Daily Prompt post: When you were 10, what did you want to be when you grew up? What are you? Are the two connected?
When I was 10, I remembered I’ve wanted to become a Doctor. It was a “nice to be” occupation – minus the parts on getting a degree in that, coming to terms with the different prescriptions, the legal trouble you’ll get into prescribing the wrong medicine and probably experiencing some form of ethical dilemma at points of your career.
Back then, I guess none of us really go through all that thinking but later we come to learn about alot more things and realize our limitations to achieving this sort of dreams. When I was young, I’ve wanted to be everything I can be – in particular; a detective, a writer, a news anchor, variety show host and an astronaut.
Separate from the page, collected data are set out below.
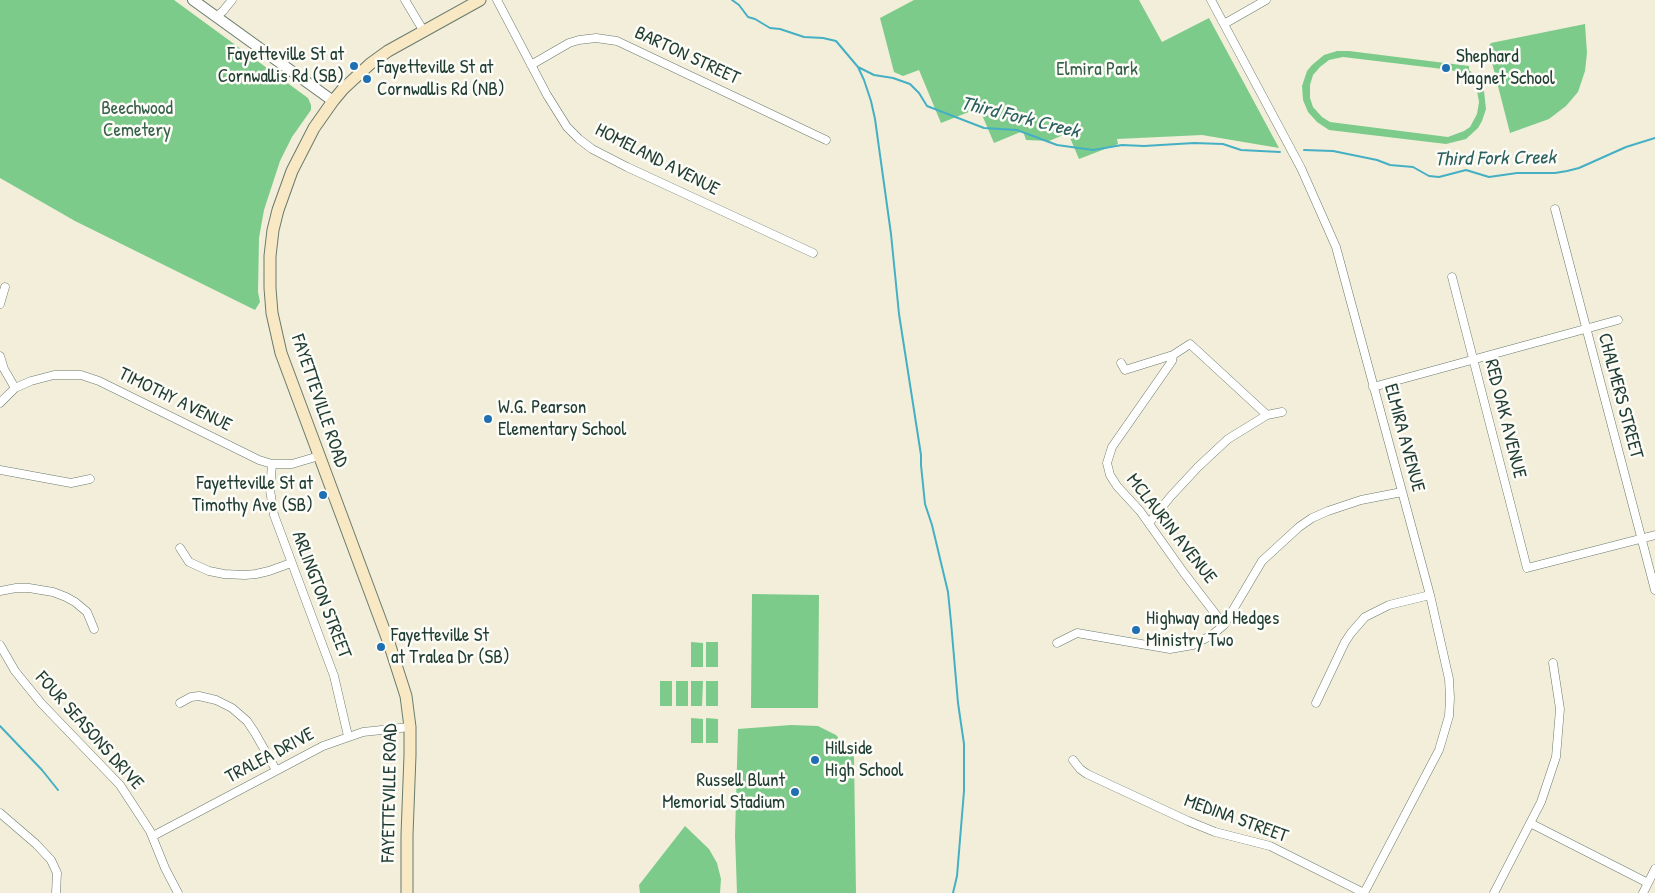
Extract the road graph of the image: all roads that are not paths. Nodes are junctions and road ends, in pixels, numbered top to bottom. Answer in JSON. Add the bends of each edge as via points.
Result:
{"nodes":[{"id":1,"x":192,"y":0,"type":"edge"},
{"id":2,"x":232,"y":0,"type":"edge"},
{"id":3,"x":406,"y":0,"type":"edge"},
{"id":4,"x":480,"y":0,"type":"edge"},
{"id":5,"x":497,"y":0,"type":"edge"},
{"id":6,"x":1211,"y":0,"type":"edge"},
{"id":7,"x":1266,"y":0,"type":"edge"},
{"id":8,"x":216,"y":17,"type":"junction"},
{"id":9,"x":1224,"y":24,"type":"junction"},
{"id":10,"x":423,"y":30,"type":"junction"},
{"id":11,"x":531,"y":64,"type":"junction"},
{"id":12,"x":333,"y":101,"type":"junction"},
{"id":13,"x":826,"y":140,"type":"dead end"},
{"id":14,"x":1555,"y":209,"type":"dead end"},
{"id":15,"x":813,"y":253,"type":"dead end"},
{"id":16,"x":1452,"y":277,"type":"dead end"},
{"id":17,"x":6,"y":287,"type":"dead end"},
{"id":18,"x":0,"y":304,"type":"edge"},
{"id":19,"x":1618,"y":320,"type":"dead end"},
{"id":20,"x":1586,"y":329,"type":"junction"},
{"id":21,"x":1173,"y":355,"type":"junction"},
{"id":22,"x":0,"y":356,"type":"edge"},
{"id":23,"x":1474,"y":360,"type":"junction"},
{"id":24,"x":1121,"y":363,"type":"dead end"},
{"id":25,"x":1373,"y":387,"type":"junction"},
{"id":26,"x":15,"y":388,"type":"junction"},
{"id":27,"x":0,"y":403,"type":"edge"},
{"id":28,"x":1282,"y":412,"type":"dead end"},
{"id":29,"x":1267,"y":415,"type":"junction"},
{"id":30,"x":319,"y":456,"type":"junction"},
{"id":31,"x":272,"y":464,"type":"junction"},
{"id":32,"x":0,"y":470,"type":"edge"},
{"id":33,"x":90,"y":479,"type":"dead end"},
{"id":34,"x":1402,"y":492,"type":"junction"},
{"id":35,"x":1149,"y":524,"type":"junction"},
{"id":36,"x":1655,"y":535,"type":"edge"},
{"id":37,"x":1642,"y":539,"type":"junction"},
{"id":38,"x":180,"y":548,"type":"dead end"},
{"id":39,"x":291,"y":563,"type":"junction"},
{"id":40,"x":1655,"y":590,"type":"edge"},
{"id":41,"x":0,"y":591,"type":"edge"},
{"id":42,"x":1430,"y":595,"type":"junction"},
{"id":43,"x":1224,"y":624,"type":"junction"},
{"id":44,"x":94,"y":629,"type":"dead end"},
{"id":45,"x":1057,"y":643,"type":"dead end"},
{"id":46,"x":0,"y":645,"type":"edge"},
{"id":47,"x":1553,"y":663,"type":"dead end"},
{"id":48,"x":180,"y":703,"type":"dead end"},
{"id":49,"x":1316,"y":704,"type":"dead end"},
{"id":50,"x":410,"y":727,"type":"junction"},
{"id":51,"x":348,"y":736,"type":"junction"},
{"id":52,"x":1073,"y":760,"type":"dead end"},
{"id":53,"x":276,"y":770,"type":"junction"},
{"id":54,"x":0,"y":813,"type":"edge"},
{"id":55,"x":1530,"y":823,"type":"junction"},
{"id":56,"x":153,"y":836,"type":"junction"},
{"id":57,"x":1655,"y":870,"type":"edge"},
{"id":58,"x":1648,"y":883,"type":"junction"},
{"id":59,"x":56,"y":893,"type":"edge"},
{"id":60,"x":178,"y":893,"type":"edge"},
{"id":61,"x":407,"y":893,"type":"edge"},
{"id":62,"x":1364,"y":893,"type":"edge"},
{"id":63,"x":1494,"y":893,"type":"edge"},
{"id":64,"x":1643,"y":893,"type":"edge"}],
"edges":[{"from":1,"to":8,"type":"street"},
{"from":2,"to":8,"type":"street"},
{"from":3,"to":10,"type":"street"},
{"from":4,"to":10,"type":"main road","name":"FAYETTEVILLE ROAD"},
{"from":5,"to":11,"type":"street","name":"HOMELAND AVENUE"},
{"from":6,"to":9,"type":"street","name":"ELMIRA AVENUE"},
{"from":7,"to":9,"type":"street"},
{"from":8,"to":12,"type":"street"},
{"from":9,"to":25,"type":"street","name":"ELMIRA AVENUE","via":[[1301,168],[1332,238]]},
{"from":10,"to":12,"type":"main road","name":"FAYETTEVILLE ROAD","via":[[370,64]]},
{"from":11,"to":13,"type":"street","name":"BARTON STREET","via":[[578,40],[617,41]]},
{"from":11,"to":15,"type":"street","name":"HOMELAND AVENUE","via":[[567,127],[592,149]]},
{"from":12,"to":30,"type":"main road","name":"FAYETTEVILLE ROAD","via":[[314,128],[292,170],[276,218],[270,256],[272,313],[281,353]]},
{"from":14,"to":20,"type":"street","name":"CHALMERS STREET"},
{"from":16,"to":23,"type":"street","name":"RED OAK AVENUE"},
{"from":17,"to":18,"type":"street"},
{"from":19,"to":20,"type":"street"},
{"from":20,"to":23,"type":"street"},
{"from":20,"to":37,"type":"street","name":"CHALMERS STREET"},
{"from":21,"to":24,"type":"street","via":[[1126,370]]},
{"from":21,"to":29,"type":"street","via":[[1190,344]]},
{"from":21,"to":35,"type":"street","name":"MCLAURIN AVENUE","via":[[1112,447],[1107,463],[1112,480]]},
{"from":22,"to":26,"type":"street"},
{"from":23,"to":25,"type":"street"},
{"from":23,"to":37,"type":"street","name":"RED OAK AVENUE","via":[[1527,568]]},
{"from":25,"to":34,"type":"street","name":"ELMIRA AVENUE"},
{"from":26,"to":27,"type":"street"},
{"from":26,"to":31,"type":"street","name":"TIMOTHY AVENUE","via":[[47,376],[69,374],[90,378]]},
{"from":28,"to":29,"type":"street"},
{"from":29,"to":35,"type":"street","via":[[1222,445],[1185,481]]},
{"from":30,"to":31,"type":"street","name":"TIMOTHY AVENUE","via":[[292,464]]},
{"from":30,"to":50,"type":"main road","name":"FAYETTEVILLE ROAD","via":[[404,687]]},
{"from":31,"to":39,"type":"street","name":"ARLINGTON STREET","via":[[272,507]]},
{"from":32,"to":33,"type":"street","via":[[71,483]]},
{"from":34,"to":42,"type":"street","name":"ELMIRA AVENUE"},
{"from":34,"to":43,"type":"street","via":[[1328,511],[1299,527],[1262,561]]},
{"from":35,"to":43,"type":"street","name":"MCLAURIN AVENUE"},
{"from":36,"to":37,"type":"street"},
{"from":37,"to":40,"type":"street","name":"CHALMERS STREET"},
{"from":38,"to":39,"type":"street","via":[[189,562],[224,574],[256,574]]},
{"from":39,"to":51,"type":"street","name":"ARLINGTON STREET","via":[[334,676]]},
{"from":41,"to":44,"type":"street","via":[[35,588],[66,597],[87,612]]},
{"from":42,"to":49,"type":"street","via":[[1384,607],[1361,622],[1345,642]]},
{"from":42,"to":62,"type":"street","name":"ELMIRA AVENUE","via":[[1449,679],[1447,725],[1435,759]]},
{"from":43,"to":45,"type":"street","via":[[1198,644],[1184,648],[1153,647],[1077,633]]},
{"from":46,"to":56,"type":"street","name":"FOUR SEASONS DRIVE","via":[[15,672],[41,703],[120,785]]},
{"from":47,"to":55,"type":"street","via":[[1560,709],[1556,758],[1548,786]]},
{"from":48,"to":53,"type":"street","via":[[200,696],[232,708],[255,732]]},
{"from":50,"to":51,"type":"street","name":"TRALEA DRIVE"},
{"from":50,"to":61,"type":"main road","name":"FAYETTEVILLE ROAD"},
{"from":51,"to":53,"type":"street","name":"TRALEA DRIVE"},
{"from":52,"to":62,"type":"street","name":"MEDINA STREET","via":[[1087,774],[1188,821],[1215,832],[1270,846]]},
{"from":53,"to":56,"type":"street","name":"TRALEA DRIVE"},
{"from":54,"to":59,"type":"street","via":[[50,860],[57,873]]},
{"from":55,"to":58,"type":"street"},
{"from":55,"to":63,"type":"street"},
{"from":56,"to":60,"type":"street","name":"FOUR SEASONS DRIVE"},
{"from":57,"to":58,"type":"street"},
{"from":58,"to":64,"type":"street"}]}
Anything was possible at that age. Those were really, really interesting and self-fulfilling jobs. And you get older and you start making decisions, really big ones I feel – whether it’s on your own or influenced by others, and these decisions may not necessarily be advantageously tuned towards the dreams you’ve had.
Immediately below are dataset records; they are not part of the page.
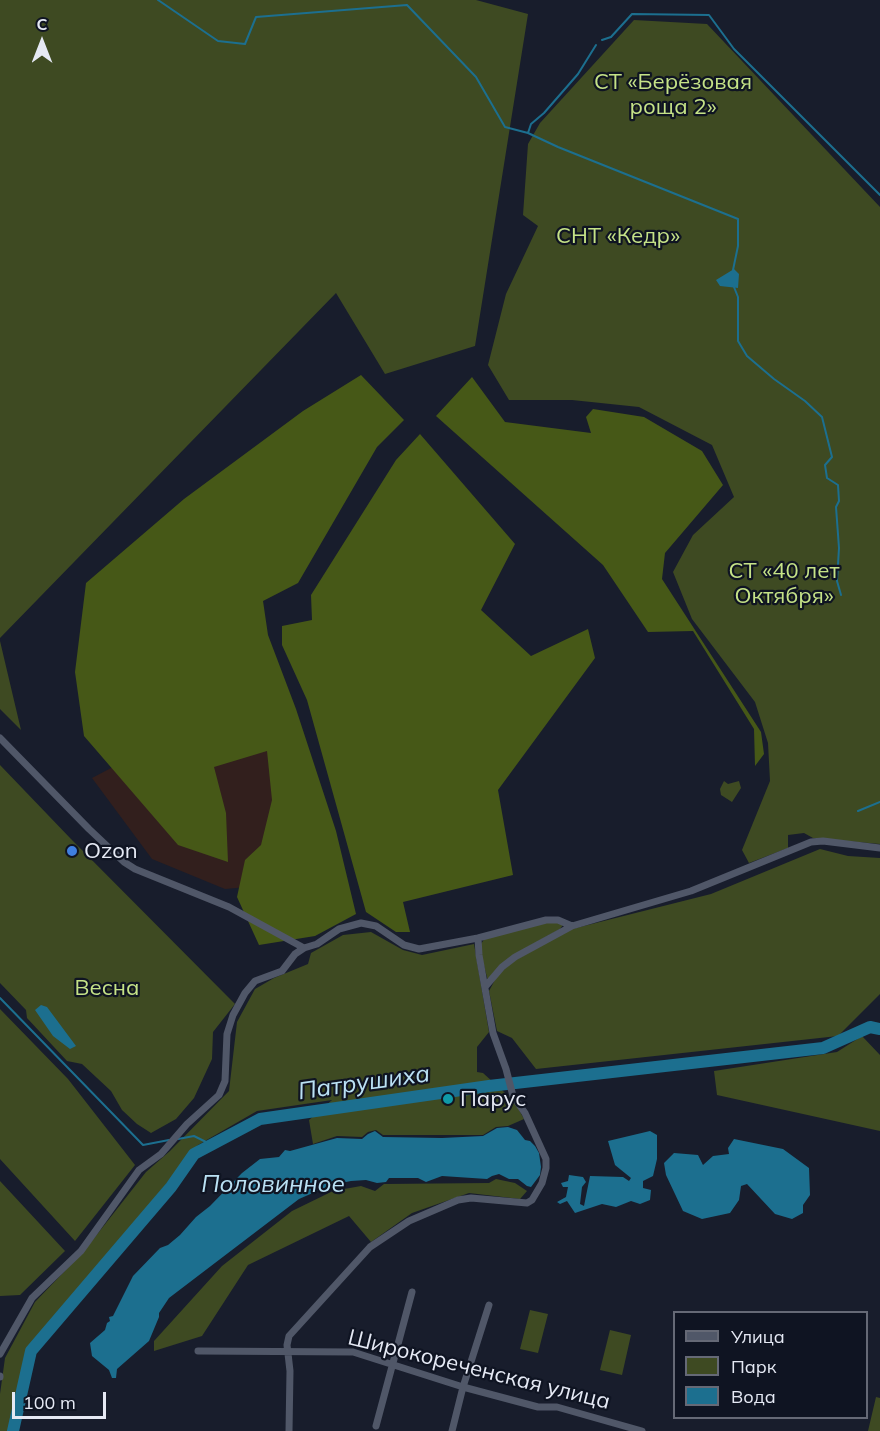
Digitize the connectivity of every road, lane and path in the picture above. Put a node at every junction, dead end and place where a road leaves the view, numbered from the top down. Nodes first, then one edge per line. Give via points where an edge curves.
1 (0, 738) edge
2 (880, 848) edge
3 (572, 926) junction
4 (478, 938) junction
5 (304, 948) junction
6 (485, 987) junction
7 (412, 1292) dead end
8 (489, 1305) dead end
9 (198, 1350) dead end
10 (287, 1350) junction
11 (0, 1354) edge
12 (393, 1363) junction
13 (463, 1387) junction
14 (376, 1426) dead end
15 (289, 1431) edge
16 (452, 1431) edge
17 (642, 1431) edge

1 - 5 street via 124,862 229,907
2 - 3 street via 811,842 691,891
3 - 4 street via 546,920
3 - 6 street via 514,957
4 - 5 street via 419,949 404,945 376,926 361,923 339,929
4 - 6 street
5 - 11 street via 282,971 255,981 245,993 227,1034 225,1081 219,1095 139,1170 81,1251 32,1298
6 - 10 street via 493,1033 512,1091 546,1159 542,1183 527,1203 471,1198 409,1221 370,1247 289,1336
7 - 12 street
8 - 13 street
9 - 10 street, Широкореченская улица
10 - 12 street, Широкореченская улица via 353,1352
10 - 15 street
12 - 13 street, Широкореченская улица
12 - 14 street
13 - 16 street
13 - 17 street, Широкореченская улица via 538,1407 557,1407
What am I? I’m nowhere near to achieving that dream I had when I was 10 – like I’d never thought I’ll be studying Business in Polytechnic and I’ve said that when I was in my freshman year and I’m finishing the remaining half of my final year of study. I don’t mean I’ve regretted anything since my first year of study. Initially, I thought I lost a big part of what I wanted and what I can do in the future when I got in here, but it’s not the case when by the end of it, you realize you gained more than what you lost at the first place when you thought you’ve made the wrong decision, but you haven’t. Things would turn out different if I made the other decision.
It’s hard to imagine myself doing a prosperous business in the future and dealing confidently with business people but there are things I’d never, ever thought I could do – like presenting, which was something I fear most, but I had to because of the nature of this course. I still get heart-dropped feelings, chapped lips and chattering teeth so close to getting a panic attack before my presentations. And even during my presentations, I can always sense jitters in my voice, but the courage to do so had to be forced out of me for that 15 minutes.
I don’t have the same dreams I had when I was 10, different dreams now. Some of our dreams get dashed when we grow up but the really nice thing about the process of growing up is that when you come to terms with reality, you have dreams that start to adjust to how realistic it’ll be to achieving it.